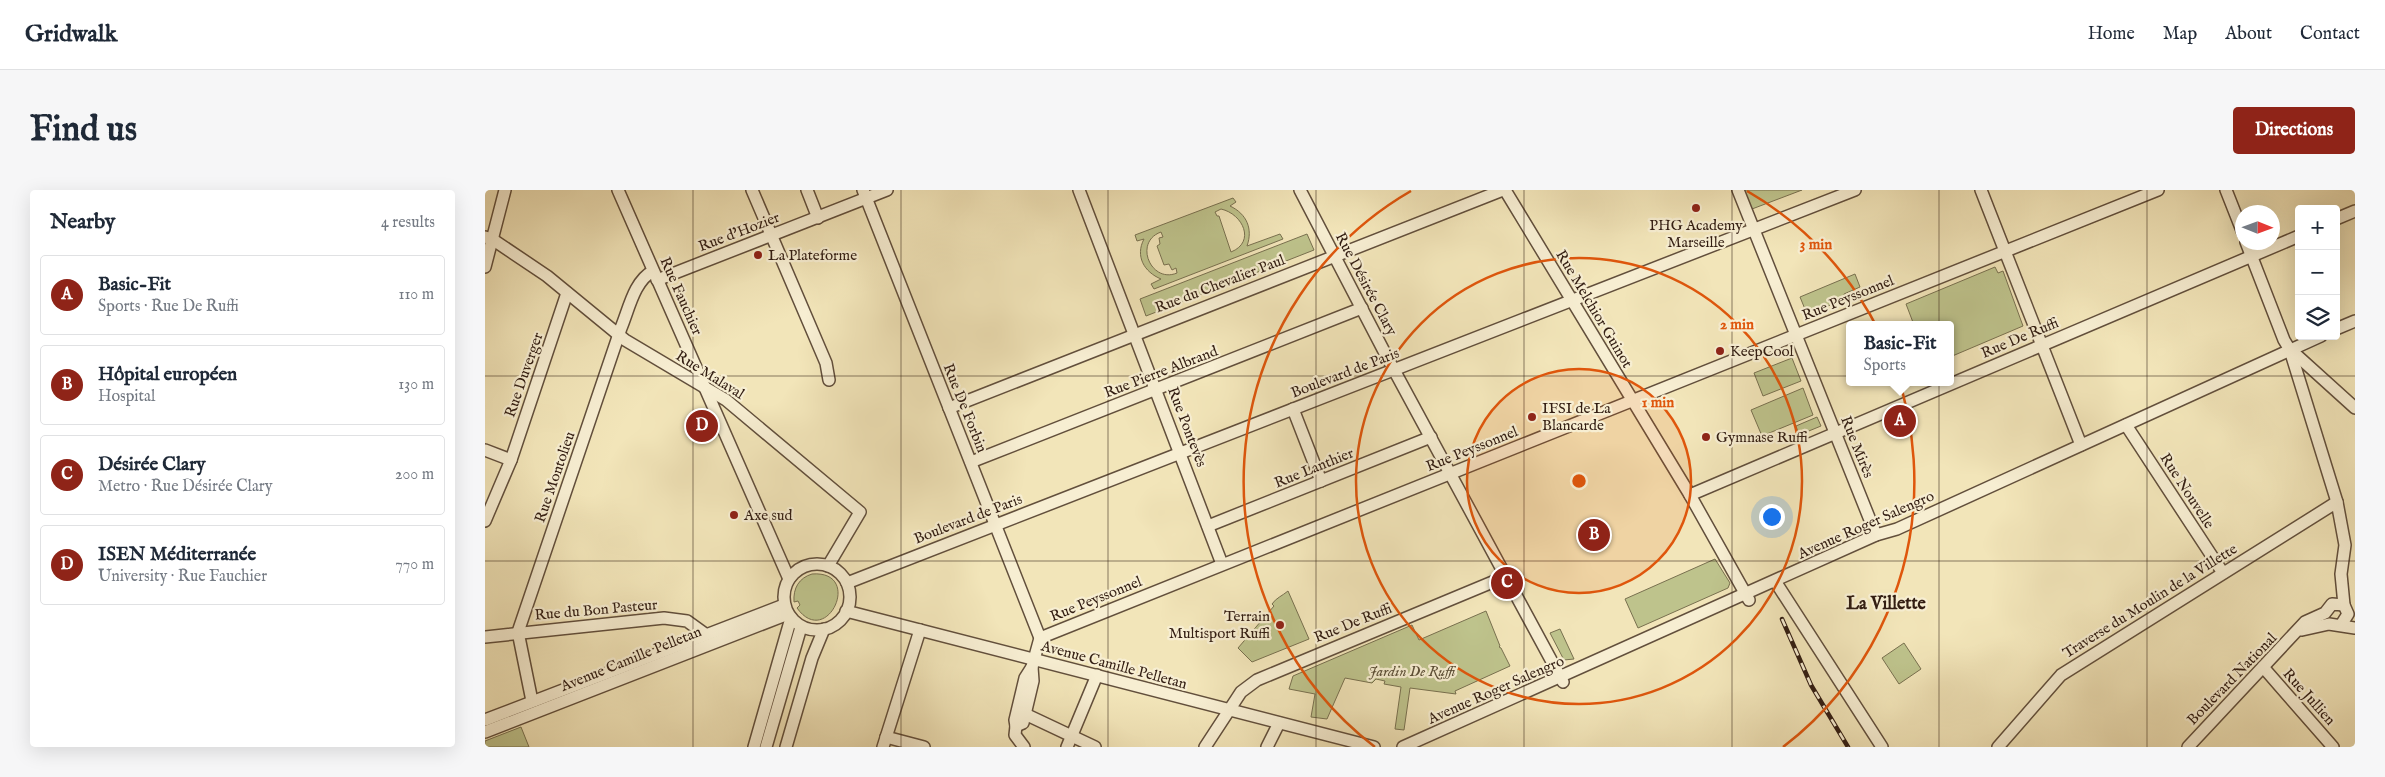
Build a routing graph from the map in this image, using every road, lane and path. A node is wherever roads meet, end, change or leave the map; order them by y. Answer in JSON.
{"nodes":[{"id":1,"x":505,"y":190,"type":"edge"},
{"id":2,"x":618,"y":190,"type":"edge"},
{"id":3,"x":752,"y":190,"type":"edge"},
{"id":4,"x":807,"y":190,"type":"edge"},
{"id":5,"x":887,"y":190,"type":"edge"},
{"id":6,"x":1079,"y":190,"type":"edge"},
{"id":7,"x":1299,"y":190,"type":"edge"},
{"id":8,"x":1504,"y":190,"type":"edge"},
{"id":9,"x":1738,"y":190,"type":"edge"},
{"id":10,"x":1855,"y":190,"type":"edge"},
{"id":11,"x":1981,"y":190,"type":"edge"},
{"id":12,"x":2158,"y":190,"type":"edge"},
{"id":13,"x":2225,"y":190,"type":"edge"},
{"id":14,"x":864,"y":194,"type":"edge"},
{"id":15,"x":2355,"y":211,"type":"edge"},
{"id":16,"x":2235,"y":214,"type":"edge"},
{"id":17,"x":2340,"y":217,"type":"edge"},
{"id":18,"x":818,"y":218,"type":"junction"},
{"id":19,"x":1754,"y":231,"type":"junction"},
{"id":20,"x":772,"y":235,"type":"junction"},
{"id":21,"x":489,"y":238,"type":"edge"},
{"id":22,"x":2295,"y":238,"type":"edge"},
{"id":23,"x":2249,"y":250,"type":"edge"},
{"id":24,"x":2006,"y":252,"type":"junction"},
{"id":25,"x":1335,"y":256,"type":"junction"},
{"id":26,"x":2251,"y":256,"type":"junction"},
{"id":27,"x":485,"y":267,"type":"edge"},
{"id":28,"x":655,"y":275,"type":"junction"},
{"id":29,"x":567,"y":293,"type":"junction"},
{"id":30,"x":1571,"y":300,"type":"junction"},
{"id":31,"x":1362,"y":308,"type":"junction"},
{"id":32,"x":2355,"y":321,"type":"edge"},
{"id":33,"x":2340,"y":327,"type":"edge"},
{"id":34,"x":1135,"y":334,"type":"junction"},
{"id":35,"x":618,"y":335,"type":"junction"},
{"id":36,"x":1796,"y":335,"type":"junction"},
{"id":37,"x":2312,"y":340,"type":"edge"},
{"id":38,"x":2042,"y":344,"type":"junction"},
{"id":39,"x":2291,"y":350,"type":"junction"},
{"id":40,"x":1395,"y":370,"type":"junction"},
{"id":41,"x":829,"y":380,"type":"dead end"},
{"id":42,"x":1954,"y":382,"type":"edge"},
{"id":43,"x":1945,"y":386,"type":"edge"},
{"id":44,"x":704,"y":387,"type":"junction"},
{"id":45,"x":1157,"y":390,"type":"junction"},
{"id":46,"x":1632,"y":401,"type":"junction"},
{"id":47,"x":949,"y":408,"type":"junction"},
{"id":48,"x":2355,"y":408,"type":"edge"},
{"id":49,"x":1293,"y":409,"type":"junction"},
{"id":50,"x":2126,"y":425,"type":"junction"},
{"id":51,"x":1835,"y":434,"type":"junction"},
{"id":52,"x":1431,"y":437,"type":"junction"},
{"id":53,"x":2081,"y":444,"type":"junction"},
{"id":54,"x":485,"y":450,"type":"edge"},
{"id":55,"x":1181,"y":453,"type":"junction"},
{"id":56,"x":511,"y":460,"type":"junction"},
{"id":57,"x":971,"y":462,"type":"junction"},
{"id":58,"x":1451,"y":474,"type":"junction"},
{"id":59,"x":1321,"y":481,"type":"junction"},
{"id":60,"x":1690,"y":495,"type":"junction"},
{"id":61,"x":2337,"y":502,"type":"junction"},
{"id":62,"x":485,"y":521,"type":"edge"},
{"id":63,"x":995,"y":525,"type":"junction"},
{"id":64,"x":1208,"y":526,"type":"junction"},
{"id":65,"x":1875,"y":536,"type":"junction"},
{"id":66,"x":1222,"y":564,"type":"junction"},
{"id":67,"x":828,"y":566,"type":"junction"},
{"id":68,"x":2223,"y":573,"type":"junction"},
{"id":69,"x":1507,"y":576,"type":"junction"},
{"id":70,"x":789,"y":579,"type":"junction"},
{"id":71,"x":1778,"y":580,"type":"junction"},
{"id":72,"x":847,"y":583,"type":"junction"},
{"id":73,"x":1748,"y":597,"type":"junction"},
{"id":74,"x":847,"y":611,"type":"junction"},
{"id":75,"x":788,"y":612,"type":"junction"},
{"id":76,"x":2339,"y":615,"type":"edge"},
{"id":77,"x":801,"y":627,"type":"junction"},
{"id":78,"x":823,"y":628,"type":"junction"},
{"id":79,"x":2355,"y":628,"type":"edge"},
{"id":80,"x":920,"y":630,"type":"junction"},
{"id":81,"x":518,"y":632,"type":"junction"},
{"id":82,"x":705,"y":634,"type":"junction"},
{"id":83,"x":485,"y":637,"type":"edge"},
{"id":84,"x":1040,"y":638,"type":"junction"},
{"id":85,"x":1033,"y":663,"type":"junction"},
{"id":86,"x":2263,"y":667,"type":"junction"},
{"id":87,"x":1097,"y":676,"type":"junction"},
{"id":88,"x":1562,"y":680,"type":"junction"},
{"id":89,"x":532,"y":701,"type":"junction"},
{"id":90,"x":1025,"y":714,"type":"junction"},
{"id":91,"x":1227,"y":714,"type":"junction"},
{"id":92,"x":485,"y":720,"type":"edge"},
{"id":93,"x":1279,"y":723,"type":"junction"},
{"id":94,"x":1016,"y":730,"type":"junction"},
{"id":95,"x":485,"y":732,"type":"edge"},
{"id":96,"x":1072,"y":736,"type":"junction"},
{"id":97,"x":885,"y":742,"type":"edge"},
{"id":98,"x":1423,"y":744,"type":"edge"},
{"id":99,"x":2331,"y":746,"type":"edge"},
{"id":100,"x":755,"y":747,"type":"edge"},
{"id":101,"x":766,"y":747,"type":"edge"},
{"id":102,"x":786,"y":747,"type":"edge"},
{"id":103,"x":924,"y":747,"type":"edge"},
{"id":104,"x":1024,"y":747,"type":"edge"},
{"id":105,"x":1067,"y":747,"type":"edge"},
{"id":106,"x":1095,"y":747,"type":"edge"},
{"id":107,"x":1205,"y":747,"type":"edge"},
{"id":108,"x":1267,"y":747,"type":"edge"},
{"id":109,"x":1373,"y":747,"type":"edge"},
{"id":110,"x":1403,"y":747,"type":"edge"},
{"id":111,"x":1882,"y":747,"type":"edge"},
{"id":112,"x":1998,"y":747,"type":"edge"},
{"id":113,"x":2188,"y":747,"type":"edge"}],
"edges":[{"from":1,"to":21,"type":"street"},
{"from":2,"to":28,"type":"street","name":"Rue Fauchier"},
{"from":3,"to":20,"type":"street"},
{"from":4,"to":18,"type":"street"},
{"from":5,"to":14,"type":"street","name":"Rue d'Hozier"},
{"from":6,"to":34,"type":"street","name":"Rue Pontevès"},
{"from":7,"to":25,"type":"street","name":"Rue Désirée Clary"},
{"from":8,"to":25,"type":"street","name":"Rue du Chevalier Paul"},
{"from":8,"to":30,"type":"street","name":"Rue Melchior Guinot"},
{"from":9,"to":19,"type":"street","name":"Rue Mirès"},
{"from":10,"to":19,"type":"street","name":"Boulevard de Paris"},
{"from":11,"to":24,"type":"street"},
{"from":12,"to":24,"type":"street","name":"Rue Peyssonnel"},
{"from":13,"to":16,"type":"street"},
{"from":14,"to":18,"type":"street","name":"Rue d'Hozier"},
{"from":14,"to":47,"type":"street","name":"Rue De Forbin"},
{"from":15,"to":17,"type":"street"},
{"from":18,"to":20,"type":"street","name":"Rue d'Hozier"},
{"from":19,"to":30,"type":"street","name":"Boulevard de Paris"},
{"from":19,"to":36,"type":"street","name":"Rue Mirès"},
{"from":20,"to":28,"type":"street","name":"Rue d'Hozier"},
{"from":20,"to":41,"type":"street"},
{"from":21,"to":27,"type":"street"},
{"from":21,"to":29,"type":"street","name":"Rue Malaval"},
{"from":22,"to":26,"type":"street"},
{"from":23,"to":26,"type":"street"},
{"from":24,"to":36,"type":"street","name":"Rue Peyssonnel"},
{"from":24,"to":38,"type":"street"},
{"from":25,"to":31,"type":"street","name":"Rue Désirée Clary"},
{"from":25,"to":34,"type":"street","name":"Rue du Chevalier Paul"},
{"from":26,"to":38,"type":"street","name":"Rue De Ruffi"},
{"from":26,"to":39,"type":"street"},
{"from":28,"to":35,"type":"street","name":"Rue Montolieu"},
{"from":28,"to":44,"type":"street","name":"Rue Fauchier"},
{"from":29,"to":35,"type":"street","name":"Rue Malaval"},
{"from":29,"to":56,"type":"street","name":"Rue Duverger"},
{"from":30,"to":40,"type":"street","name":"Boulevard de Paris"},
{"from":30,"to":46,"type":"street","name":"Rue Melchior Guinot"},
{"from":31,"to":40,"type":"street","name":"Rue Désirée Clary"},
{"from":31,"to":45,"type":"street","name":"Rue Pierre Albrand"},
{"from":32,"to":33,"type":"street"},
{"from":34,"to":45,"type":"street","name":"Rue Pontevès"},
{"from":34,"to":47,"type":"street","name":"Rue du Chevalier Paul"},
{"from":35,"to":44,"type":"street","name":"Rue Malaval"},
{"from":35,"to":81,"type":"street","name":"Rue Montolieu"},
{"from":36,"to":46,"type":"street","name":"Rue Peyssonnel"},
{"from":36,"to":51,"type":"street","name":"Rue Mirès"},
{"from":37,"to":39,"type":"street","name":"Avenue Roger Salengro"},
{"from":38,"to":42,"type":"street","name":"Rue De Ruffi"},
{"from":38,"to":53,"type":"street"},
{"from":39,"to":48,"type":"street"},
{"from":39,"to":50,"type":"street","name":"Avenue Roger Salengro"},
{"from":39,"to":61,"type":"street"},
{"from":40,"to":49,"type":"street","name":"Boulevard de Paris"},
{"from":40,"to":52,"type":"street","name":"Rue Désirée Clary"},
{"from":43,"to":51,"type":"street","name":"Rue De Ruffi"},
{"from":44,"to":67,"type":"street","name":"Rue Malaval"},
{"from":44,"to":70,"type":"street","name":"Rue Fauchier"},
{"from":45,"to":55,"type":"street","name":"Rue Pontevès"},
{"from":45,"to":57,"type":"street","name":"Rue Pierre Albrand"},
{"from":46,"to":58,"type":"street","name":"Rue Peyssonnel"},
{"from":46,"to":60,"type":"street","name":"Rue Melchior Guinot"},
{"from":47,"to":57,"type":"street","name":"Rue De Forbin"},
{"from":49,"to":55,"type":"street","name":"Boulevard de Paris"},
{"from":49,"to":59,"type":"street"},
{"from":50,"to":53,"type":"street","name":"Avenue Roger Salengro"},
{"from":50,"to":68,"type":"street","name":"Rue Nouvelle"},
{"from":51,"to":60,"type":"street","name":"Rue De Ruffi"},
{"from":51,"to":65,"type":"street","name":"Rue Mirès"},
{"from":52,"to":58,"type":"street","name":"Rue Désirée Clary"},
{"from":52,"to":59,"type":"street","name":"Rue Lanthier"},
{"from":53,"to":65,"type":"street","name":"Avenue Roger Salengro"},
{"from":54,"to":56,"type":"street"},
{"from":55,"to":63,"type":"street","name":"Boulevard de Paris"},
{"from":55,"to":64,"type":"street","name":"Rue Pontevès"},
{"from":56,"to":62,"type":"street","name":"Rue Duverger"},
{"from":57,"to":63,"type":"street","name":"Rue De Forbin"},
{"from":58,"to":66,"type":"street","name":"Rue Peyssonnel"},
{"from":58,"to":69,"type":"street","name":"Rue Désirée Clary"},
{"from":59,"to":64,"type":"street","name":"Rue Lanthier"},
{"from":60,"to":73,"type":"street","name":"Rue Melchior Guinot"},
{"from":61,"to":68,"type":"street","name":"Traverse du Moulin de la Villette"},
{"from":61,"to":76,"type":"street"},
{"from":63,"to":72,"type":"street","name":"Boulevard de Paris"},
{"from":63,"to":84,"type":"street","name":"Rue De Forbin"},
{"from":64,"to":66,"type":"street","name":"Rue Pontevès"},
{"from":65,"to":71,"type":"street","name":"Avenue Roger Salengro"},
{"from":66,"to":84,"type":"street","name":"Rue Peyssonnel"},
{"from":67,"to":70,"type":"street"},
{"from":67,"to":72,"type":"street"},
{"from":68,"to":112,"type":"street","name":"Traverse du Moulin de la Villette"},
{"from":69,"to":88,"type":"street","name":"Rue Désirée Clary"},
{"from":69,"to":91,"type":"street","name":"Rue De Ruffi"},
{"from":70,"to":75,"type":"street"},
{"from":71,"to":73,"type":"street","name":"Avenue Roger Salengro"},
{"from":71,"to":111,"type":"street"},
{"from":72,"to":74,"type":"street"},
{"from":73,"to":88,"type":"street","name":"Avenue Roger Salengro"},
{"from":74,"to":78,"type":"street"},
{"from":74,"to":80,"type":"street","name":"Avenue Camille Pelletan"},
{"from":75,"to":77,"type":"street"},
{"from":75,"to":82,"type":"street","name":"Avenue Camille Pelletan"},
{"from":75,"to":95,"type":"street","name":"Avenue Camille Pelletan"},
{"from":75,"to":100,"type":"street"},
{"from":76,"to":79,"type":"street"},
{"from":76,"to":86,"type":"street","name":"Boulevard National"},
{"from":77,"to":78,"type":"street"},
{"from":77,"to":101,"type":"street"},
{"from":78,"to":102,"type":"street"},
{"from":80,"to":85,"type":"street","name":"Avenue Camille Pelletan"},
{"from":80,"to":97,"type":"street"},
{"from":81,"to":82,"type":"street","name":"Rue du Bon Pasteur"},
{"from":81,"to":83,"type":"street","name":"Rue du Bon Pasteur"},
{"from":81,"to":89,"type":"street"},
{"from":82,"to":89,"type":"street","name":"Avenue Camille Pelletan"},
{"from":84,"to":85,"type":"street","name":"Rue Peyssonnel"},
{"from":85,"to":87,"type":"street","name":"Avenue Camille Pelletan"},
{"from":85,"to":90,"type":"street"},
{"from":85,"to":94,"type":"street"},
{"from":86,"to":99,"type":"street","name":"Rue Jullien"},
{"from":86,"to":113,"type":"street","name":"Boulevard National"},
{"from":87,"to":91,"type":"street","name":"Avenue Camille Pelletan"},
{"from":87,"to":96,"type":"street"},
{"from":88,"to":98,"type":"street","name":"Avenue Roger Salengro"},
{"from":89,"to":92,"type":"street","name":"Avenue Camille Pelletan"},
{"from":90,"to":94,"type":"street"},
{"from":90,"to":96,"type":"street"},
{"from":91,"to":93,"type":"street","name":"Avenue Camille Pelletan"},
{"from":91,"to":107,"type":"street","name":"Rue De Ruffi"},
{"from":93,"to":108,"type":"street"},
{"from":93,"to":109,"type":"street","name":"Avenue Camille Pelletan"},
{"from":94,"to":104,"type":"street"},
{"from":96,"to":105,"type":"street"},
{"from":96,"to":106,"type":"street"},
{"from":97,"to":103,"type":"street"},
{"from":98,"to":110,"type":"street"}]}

____________

How to complete this task » Show every line in the entries where the string "Villette" occurs.

Problem solution »
{"from":61,"to":68,"type":"street","name":"Traverse du Moulin de la Villette"},
{"from":68,"to":112,"type":"street","name":"Traverse du Moulin de la Villette"},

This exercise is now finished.